*** Opening of Supplied records ***
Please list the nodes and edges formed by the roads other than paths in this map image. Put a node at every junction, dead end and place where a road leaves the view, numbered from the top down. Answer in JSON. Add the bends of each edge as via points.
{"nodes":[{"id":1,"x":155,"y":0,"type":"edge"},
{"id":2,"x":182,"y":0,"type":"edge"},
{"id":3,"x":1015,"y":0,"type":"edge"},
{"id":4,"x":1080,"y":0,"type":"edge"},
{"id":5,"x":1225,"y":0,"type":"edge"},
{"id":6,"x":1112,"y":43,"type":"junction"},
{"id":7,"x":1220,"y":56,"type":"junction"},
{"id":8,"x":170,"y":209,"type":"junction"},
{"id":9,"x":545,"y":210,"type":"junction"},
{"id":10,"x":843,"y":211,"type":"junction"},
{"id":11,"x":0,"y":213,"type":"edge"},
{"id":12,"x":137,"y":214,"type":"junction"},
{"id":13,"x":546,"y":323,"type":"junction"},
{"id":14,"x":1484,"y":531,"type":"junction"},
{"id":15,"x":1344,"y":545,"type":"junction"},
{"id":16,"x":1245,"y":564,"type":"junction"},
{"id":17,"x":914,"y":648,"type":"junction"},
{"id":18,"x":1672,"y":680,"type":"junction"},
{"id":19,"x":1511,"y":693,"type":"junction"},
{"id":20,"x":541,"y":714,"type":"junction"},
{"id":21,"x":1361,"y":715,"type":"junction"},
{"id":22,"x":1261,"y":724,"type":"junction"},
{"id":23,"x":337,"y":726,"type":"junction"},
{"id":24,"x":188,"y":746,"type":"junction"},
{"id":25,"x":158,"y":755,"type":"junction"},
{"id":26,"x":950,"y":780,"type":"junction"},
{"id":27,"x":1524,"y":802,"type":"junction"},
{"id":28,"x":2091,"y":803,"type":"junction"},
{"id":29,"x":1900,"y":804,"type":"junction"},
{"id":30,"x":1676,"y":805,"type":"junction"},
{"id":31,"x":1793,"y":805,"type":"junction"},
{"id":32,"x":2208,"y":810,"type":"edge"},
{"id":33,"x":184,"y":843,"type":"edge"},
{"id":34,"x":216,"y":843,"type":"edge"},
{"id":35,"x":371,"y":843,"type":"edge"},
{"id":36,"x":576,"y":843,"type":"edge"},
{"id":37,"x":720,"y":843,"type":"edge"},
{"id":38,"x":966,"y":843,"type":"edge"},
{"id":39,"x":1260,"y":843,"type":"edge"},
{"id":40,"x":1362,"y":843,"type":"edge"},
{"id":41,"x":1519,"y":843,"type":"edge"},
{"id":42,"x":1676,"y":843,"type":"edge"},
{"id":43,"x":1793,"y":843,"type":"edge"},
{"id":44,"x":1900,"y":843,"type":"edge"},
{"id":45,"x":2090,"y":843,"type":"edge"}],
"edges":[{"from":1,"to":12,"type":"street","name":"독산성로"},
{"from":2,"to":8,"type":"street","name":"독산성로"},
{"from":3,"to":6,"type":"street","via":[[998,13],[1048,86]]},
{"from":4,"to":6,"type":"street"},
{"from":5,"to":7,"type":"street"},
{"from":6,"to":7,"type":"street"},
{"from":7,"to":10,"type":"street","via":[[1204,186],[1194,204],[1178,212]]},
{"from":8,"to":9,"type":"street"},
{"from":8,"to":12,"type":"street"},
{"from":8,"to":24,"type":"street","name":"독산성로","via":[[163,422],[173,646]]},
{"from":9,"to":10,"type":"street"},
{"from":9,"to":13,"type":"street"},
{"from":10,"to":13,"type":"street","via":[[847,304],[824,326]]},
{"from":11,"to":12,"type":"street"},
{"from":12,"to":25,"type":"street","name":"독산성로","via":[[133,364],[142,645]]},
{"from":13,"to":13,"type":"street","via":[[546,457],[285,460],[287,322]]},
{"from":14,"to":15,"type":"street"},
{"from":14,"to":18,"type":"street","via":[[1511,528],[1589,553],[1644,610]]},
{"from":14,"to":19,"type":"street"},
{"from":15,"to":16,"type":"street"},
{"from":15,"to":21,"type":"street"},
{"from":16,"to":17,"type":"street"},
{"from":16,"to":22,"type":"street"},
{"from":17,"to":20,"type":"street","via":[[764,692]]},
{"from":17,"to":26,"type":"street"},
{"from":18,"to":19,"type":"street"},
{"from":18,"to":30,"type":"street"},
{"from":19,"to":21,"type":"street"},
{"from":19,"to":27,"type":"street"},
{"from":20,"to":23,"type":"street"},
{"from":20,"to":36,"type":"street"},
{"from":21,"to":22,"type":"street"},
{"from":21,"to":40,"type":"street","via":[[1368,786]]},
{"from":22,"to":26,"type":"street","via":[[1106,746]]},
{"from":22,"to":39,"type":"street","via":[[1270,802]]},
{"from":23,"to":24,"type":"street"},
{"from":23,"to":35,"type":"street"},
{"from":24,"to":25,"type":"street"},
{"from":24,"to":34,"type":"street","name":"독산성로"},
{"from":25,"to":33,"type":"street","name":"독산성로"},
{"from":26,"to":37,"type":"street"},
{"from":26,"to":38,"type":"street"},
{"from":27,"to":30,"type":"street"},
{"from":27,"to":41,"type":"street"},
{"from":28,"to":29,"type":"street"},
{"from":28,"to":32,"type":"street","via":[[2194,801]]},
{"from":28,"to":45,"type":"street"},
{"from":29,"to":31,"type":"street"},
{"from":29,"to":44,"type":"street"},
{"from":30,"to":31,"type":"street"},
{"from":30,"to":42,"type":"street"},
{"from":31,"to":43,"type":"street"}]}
*** Close of Supplied records ***
• **Required action**: Write out the material exactly as given.

• **Result for this task**:
Please list the nodes and edges formed by the roads other than paths in this map image. Put a node at every junction, dead end and place where a road leaves the view, numbered from the top down. Answer in JSON. Add the bends of each edge as via points.
{"nodes":[{"id":1,"x":155,"y":0,"type":"edge"},
{"id":2,"x":182,"y":0,"type":"edge"},
{"id":3,"x":1015,"y":0,"type":"edge"},
{"id":4,"x":1080,"y":0,"type":"edge"},
{"id":5,"x":1225,"y":0,"type":"edge"},
{"id":6,"x":1112,"y":43,"type":"junction"},
{"id":7,"x":1220,"y":56,"type":"junction"},
{"id":8,"x":170,"y":209,"type":"junction"},
{"id":9,"x":545,"y":210,"type":"junction"},
{"id":10,"x":843,"y":211,"type":"junction"},
{"id":11,"x":0,"y":213,"type":"edge"},
{"id":12,"x":137,"y":214,"type":"junction"},
{"id":13,"x":546,"y":323,"type":"junction"},
{"id":14,"x":1484,"y":531,"type":"junction"},
{"id":15,"x":1344,"y":545,"type":"junction"},
{"id":16,"x":1245,"y":564,"type":"junction"},
{"id":17,"x":914,"y":648,"type":"junction"},
{"id":18,"x":1672,"y":680,"type":"junction"},
{"id":19,"x":1511,"y":693,"type":"junction"},
{"id":20,"x":541,"y":714,"type":"junction"},
{"id":21,"x":1361,"y":715,"type":"junction"},
{"id":22,"x":1261,"y":724,"type":"junction"},
{"id":23,"x":337,"y":726,"type":"junction"},
{"id":24,"x":188,"y":746,"type":"junction"},
{"id":25,"x":158,"y":755,"type":"junction"},
{"id":26,"x":950,"y":780,"type":"junction"},
{"id":27,"x":1524,"y":802,"type":"junction"},
{"id":28,"x":2091,"y":803,"type":"junction"},
{"id":29,"x":1900,"y":804,"type":"junction"},
{"id":30,"x":1676,"y":805,"type":"junction"},
{"id":31,"x":1793,"y":805,"type":"junction"},
{"id":32,"x":2208,"y":810,"type":"edge"},
{"id":33,"x":184,"y":843,"type":"edge"},
{"id":34,"x":216,"y":843,"type":"edge"},
{"id":35,"x":371,"y":843,"type":"edge"},
{"id":36,"x":576,"y":843,"type":"edge"},
{"id":37,"x":720,"y":843,"type":"edge"},
{"id":38,"x":966,"y":843,"type":"edge"},
{"id":39,"x":1260,"y":843,"type":"edge"},
{"id":40,"x":1362,"y":843,"type":"edge"},
{"id":41,"x":1519,"y":843,"type":"edge"},
{"id":42,"x":1676,"y":843,"type":"edge"},
{"id":43,"x":1793,"y":843,"type":"edge"},
{"id":44,"x":1900,"y":843,"type":"edge"},
{"id":45,"x":2090,"y":843,"type":"edge"}],
"edges":[{"from":1,"to":12,"type":"street","name":"독산성로"},
{"from":2,"to":8,"type":"street","name":"독산성로"},
{"from":3,"to":6,"type":"street","via":[[998,13],[1048,86]]},
{"from":4,"to":6,"type":"street"},
{"from":5,"to":7,"type":"street"},
{"from":6,"to":7,"type":"street"},
{"from":7,"to":10,"type":"street","via":[[1204,186],[1194,204],[1178,212]]},
{"from":8,"to":9,"type":"street"},
{"from":8,"to":12,"type":"street"},
{"from":8,"to":24,"type":"street","name":"독산성로","via":[[163,422],[173,646]]},
{"from":9,"to":10,"type":"street"},
{"from":9,"to":13,"type":"street"},
{"from":10,"to":13,"type":"street","via":[[847,304],[824,326]]},
{"from":11,"to":12,"type":"street"},
{"from":12,"to":25,"type":"street","name":"독산성로","via":[[133,364],[142,645]]},
{"from":13,"to":13,"type":"street","via":[[546,457],[285,460],[287,322]]},
{"from":14,"to":15,"type":"street"},
{"from":14,"to":18,"type":"street","via":[[1511,528],[1589,553],[1644,610]]},
{"from":14,"to":19,"type":"street"},
{"from":15,"to":16,"type":"street"},
{"from":15,"to":21,"type":"street"},
{"from":16,"to":17,"type":"street"},
{"from":16,"to":22,"type":"street"},
{"from":17,"to":20,"type":"street","via":[[764,692]]},
{"from":17,"to":26,"type":"street"},
{"from":18,"to":19,"type":"street"},
{"from":18,"to":30,"type":"street"},
{"from":19,"to":21,"type":"street"},
{"from":19,"to":27,"type":"street"},
{"from":20,"to":23,"type":"street"},
{"from":20,"to":36,"type":"street"},
{"from":21,"to":22,"type":"street"},
{"from":21,"to":40,"type":"street","via":[[1368,786]]},
{"from":22,"to":26,"type":"street","via":[[1106,746]]},
{"from":22,"to":39,"type":"street","via":[[1270,802]]},
{"from":23,"to":24,"type":"street"},
{"from":23,"to":35,"type":"street"},
{"from":24,"to":25,"type":"street"},
{"from":24,"to":34,"type":"street","name":"독산성로"},
{"from":25,"to":33,"type":"street","name":"독산성로"},
{"from":26,"to":37,"type":"street"},
{"from":26,"to":38,"type":"street"},
{"from":27,"to":30,"type":"street"},
{"from":27,"to":41,"type":"street"},
{"from":28,"to":29,"type":"street"},
{"from":28,"to":32,"type":"street","via":[[2194,801]]},
{"from":28,"to":45,"type":"street"},
{"from":29,"to":31,"type":"street"},
{"from":29,"to":44,"type":"street"},
{"from":30,"to":31,"type":"street"},
{"from":30,"to":42,"type":"street"},
{"from":31,"to":43,"type":"street"}]}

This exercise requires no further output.